- Opening Delimiter -

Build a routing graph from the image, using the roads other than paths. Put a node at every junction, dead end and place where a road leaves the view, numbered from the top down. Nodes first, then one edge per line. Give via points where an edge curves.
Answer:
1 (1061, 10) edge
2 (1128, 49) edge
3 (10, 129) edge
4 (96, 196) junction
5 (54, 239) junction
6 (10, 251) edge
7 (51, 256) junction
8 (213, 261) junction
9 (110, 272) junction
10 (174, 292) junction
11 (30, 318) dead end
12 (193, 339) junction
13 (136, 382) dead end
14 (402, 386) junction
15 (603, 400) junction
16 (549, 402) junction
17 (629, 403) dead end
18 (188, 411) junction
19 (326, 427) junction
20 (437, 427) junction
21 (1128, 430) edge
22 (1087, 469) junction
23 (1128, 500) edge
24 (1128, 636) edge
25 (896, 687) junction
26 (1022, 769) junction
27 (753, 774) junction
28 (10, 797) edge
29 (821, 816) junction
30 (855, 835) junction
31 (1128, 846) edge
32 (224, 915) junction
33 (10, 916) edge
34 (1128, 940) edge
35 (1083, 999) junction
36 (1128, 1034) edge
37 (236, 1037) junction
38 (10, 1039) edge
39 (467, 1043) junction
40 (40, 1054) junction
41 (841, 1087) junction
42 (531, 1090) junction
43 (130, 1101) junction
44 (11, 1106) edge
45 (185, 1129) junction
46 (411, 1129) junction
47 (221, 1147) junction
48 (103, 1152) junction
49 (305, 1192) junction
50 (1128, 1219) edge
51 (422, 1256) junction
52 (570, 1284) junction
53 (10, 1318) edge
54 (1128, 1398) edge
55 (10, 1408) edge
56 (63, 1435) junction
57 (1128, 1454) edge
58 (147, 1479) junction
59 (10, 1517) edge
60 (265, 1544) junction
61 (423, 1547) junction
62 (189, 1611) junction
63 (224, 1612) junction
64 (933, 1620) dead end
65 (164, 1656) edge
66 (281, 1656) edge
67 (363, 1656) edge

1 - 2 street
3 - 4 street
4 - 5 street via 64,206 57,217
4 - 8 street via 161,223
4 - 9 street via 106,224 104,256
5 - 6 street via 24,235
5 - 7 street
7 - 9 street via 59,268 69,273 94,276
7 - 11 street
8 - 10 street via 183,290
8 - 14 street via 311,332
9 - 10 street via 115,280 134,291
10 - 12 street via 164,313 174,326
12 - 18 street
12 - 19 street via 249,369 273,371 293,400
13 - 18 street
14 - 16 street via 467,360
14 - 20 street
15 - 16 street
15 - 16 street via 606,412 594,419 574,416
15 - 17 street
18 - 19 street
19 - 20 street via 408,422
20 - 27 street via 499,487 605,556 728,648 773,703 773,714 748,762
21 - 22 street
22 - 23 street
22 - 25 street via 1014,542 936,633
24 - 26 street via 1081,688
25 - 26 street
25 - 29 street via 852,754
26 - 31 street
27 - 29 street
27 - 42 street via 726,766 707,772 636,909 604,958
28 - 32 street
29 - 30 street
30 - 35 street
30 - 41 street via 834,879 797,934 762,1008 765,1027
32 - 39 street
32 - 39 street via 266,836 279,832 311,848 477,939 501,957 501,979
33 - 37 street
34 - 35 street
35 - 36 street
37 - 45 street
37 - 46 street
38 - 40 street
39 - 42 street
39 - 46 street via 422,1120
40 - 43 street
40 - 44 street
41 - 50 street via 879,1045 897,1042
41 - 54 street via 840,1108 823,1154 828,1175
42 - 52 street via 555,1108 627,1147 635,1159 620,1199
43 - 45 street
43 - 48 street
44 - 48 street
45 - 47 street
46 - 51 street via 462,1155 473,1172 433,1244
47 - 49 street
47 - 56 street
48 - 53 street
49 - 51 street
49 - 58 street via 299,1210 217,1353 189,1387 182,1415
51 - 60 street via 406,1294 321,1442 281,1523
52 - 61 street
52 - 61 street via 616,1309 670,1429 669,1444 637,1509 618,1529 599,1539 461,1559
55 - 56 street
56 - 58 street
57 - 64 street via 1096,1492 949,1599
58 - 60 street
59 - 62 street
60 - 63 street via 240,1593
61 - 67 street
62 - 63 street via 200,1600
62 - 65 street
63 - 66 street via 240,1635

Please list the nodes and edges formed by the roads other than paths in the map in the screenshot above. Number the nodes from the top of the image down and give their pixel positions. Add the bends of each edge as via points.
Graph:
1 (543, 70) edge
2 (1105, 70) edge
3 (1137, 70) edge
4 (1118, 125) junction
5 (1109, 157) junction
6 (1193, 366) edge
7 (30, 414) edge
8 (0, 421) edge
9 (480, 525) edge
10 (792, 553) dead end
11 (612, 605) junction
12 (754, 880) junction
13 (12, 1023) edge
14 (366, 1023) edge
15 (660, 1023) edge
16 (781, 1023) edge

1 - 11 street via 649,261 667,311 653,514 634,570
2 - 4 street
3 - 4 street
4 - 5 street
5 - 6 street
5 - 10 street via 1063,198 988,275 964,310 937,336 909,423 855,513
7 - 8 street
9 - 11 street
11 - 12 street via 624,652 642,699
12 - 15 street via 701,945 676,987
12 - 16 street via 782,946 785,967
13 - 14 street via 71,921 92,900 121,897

- Closing Delimiter -

## [WHAT YOU NEED TO DO]
The answer must consist of each line in the entries above that includes "paths".

## [EXERCISE RESPONSE]
Build a routing graph from the image, using the roads other than paths. Put a node at every junction, dead end and place where a road leaves the view, numbered from the top down. Nodes first, then one edge per line. Give via points where an edge curves.
Please list the nodes and edges formed by the roads other than paths in the map in the screenshot above. Number the nodes from the top of the image down and give their pixel positions. Add the bends of each edge as via points.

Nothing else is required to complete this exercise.